=== What you should do ===
Please filter the entries for the word "Albert" and copy every line that has it.

=== Information supplied ===
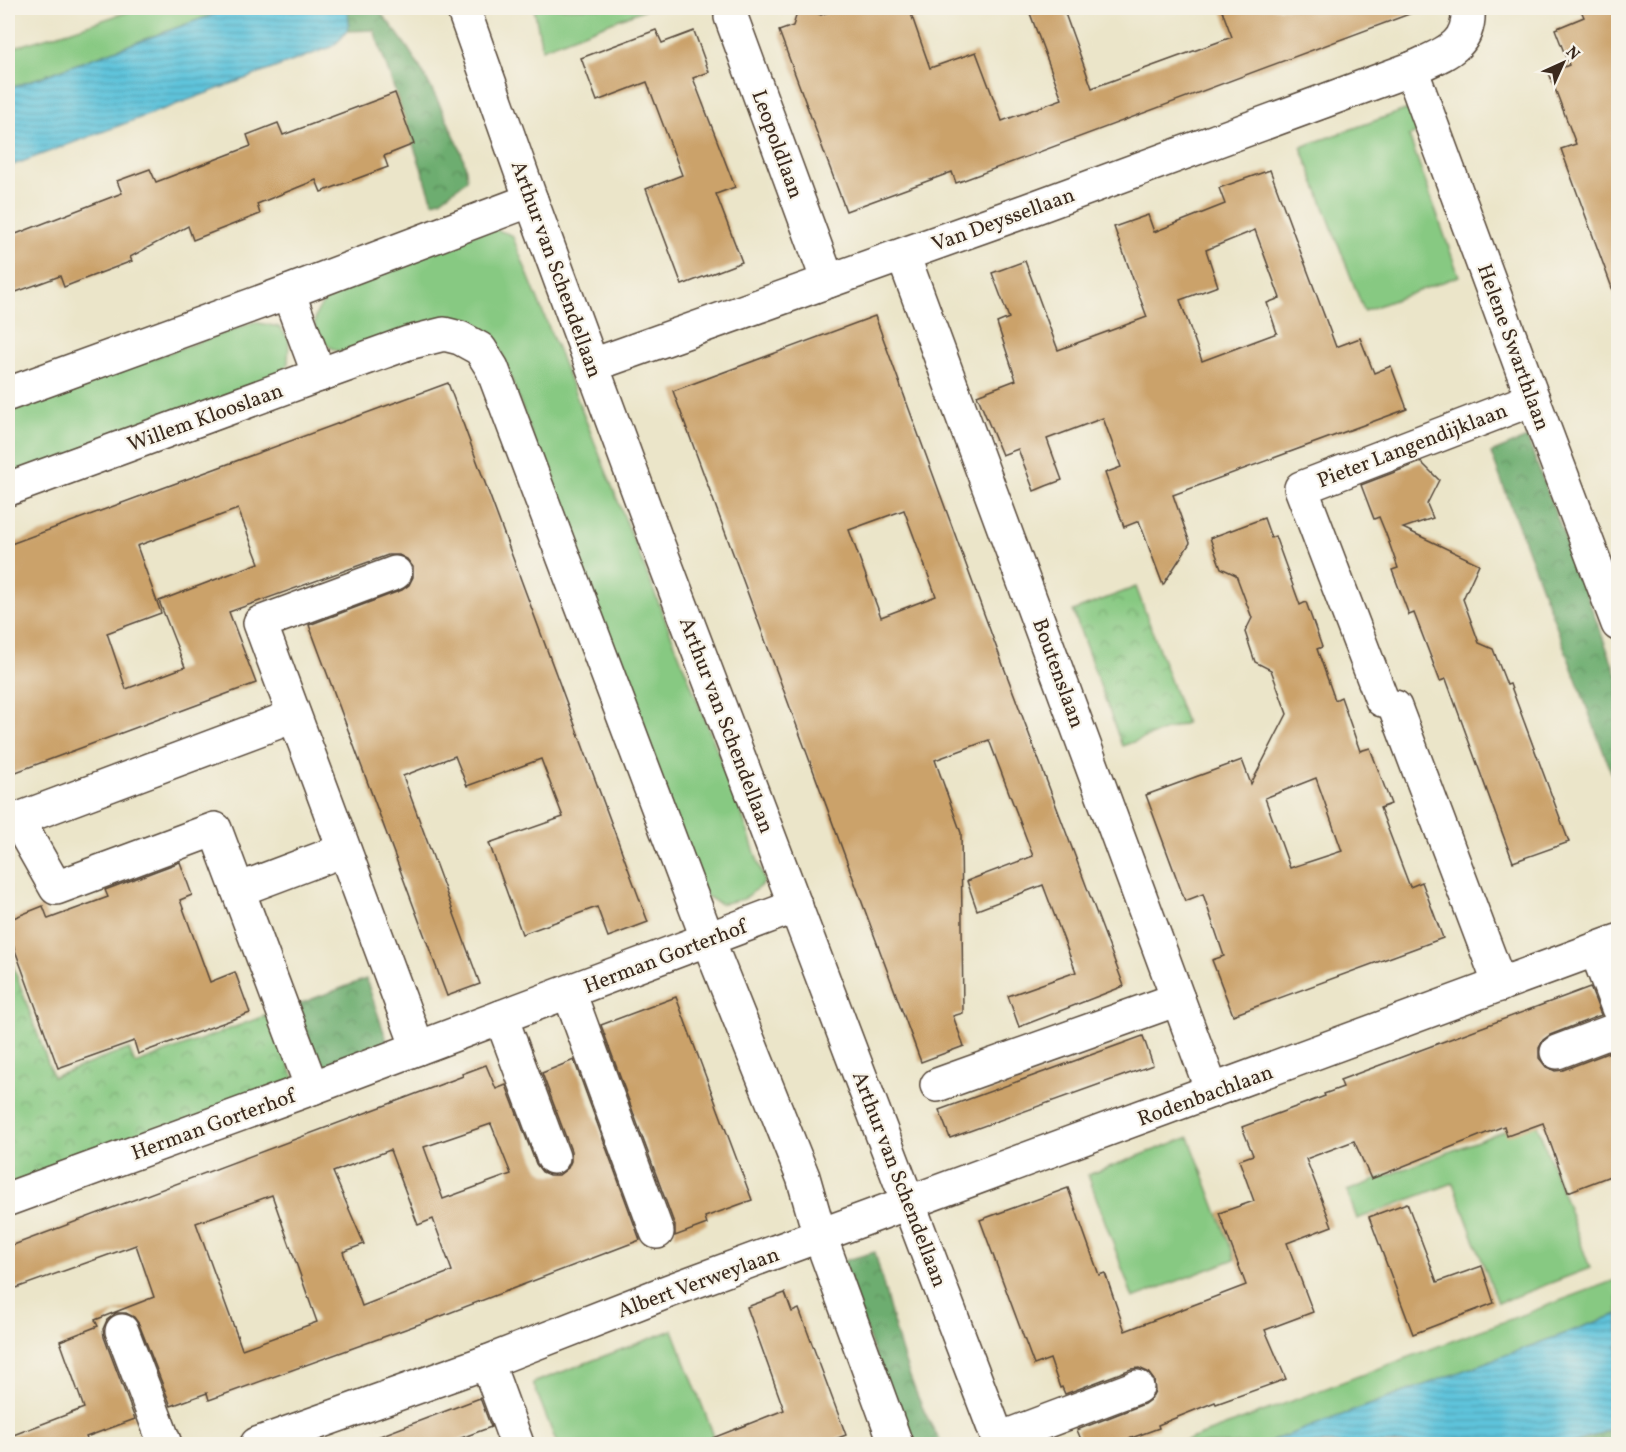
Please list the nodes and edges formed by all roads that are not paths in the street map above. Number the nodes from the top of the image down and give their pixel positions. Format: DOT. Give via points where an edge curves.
graph roads {
  1 [pos="463,8"];
  2 [pos="733,8"];
  3 [pos="1468,8"];
  4 [pos="1412,69"];
  5 [pos="531,200"];
  6 [pos="903,255"];
  7 [pos="828,281"];
  8 [pos="288,292"];
  9 [pos="592,365"];
  10 [pos="319,375"];
  11 [pos="8,394"];
  12 [pos="1533,399"];
  13 [pos="8,489"];
  14 [pos="395,573"];
  15 [pos="1618,624"];
  16 [pos="294,716"];
  17 [pos="13,821"];
  18 [pos="344,850"];
  19 [pos="238,890"];
  20 [pos="796,906"];
  21 [pos="708,940"];
  22 [pos="1607,945"];
  23 [pos="1500,986"];
  24 [pos="569,992"];
  25 [pos="1178,999"];
  26 [pos="1618,1008"];
  27 [pos="501,1017"];
  28 [pos="1618,1029"];
  29 [pos="418,1048"];
  30 [pos="1557,1052"];
  31 [pos="937,1085"];
  32 [pos="312,1088"];
  33 [pos="1212,1091"];
  34 [pos="553,1158"];
  35 [pos="8,1199"];
  36 [pos="909,1203"];
  37 [pos="657,1232"];
  38 [pos="820,1236"];
  39 [pos="122,1331"];
  40 [pos="487,1362"];
  41 [pos="1137,1387"];
  42 [pos="999,1442"];
  43 [pos="512,1443"];
  44 [pos="165,1444"];
  45 [pos="257,1444"];
  46 [pos="896,1444"];
  1 -- 5 [label="street, Arthur van Schendellaan"];
  2 -- 7 [label="street, Leopoldlaan" via="732,17"];
  3 -- 4 [label="street" via="1469,22 1458,46"];
  4 -- 6 [label="street, Van Deyssellaan"];
  4 -- 12 [label="street, Helene Swarthlaan"];
  5 -- 8 [label="street"];
  5 -- 9 [label="street, Arthur van Schendellaan"];
  6 -- 7 [label="street, Van Deyssellaan"];
  6 -- 25 [label="street, Boutenslaan"];
  7 -- 9 [label="street, Van Deyssellaan"];
  8 -- 10 [label="street"];
  8 -- 11 [label="street"];
  9 -- 20 [label="street, Arthur van Schendellaan"];
  10 -- 13 [label="street, Willem Klooslaan"];
  10 -- 21 [label="street" via="444,334 480,349 492,368"];
  12 -- 15 [label="street, Helene Swarthlaan"];
  12 -- 23 [label="street, Pieter Langendijklaan" via="1301,488"];
  14 -- 16 [label="street" via="260,623"];
  16 -- 17 [label="street"];
  16 -- 18 [label="street"];
  17 -- 19 [label="street" via="56,888 215,829"];
  18 -- 19 [label="street"];
  18 -- 29 [label="street"];
  19 -- 32 [label="street"];
  20 -- 21 [label="street, Herman Gorterhof"];
  20 -- 36 [label="street, Arthur van Schendellaan"];
  21 -- 24 [label="street, Herman Gorterhof"];
  21 -- 38 [label="street" via="803,1177"];
  22 -- 23 [label="street, Rodenbachlaan"];
  22 -- 26 [label="street, Rodenbachlaan"];
  23 -- 33 [label="street, Rodenbachlaan"];
  24 -- 27 [label="street, Herman Gorterhof"];
  24 -- 37 [label="street"];
  25 -- 31 [label="street"];
  25 -- 33 [label="street, Boutenslaan"];
  27 -- 29 [label="street, Herman Gorterhof"];
  27 -- 34 [label="street"];
  28 -- 30 [label="street"];
  29 -- 32 [label="street, Herman Gorterhof"];
  32 -- 35 [label="street, Herman Gorterhof"];
  33 -- 36 [label="street, Rodenbachlaan"];
  36 -- 38 [label="street, Albert Verweylaan"];
  36 -- 42 [label="street, Arthur van Schendellaan"];
  38 -- 40 [label="street, Albert Verweylaan"];
  38 -- 46 [label="street"];
  39 -- 44 [label="street"];
  40 -- 43 [label="street"];
  40 -- 45 [label="street, Albert Verweylaan"];
  41 -- 42 [label="street, Arthur van Schendellaan"];
}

=== Written response ===
  36 -- 38 [label="street, Albert Verweylaan"];
  38 -- 40 [label="street, Albert Verweylaan"];
  40 -- 45 [label="street, Albert Verweylaan"];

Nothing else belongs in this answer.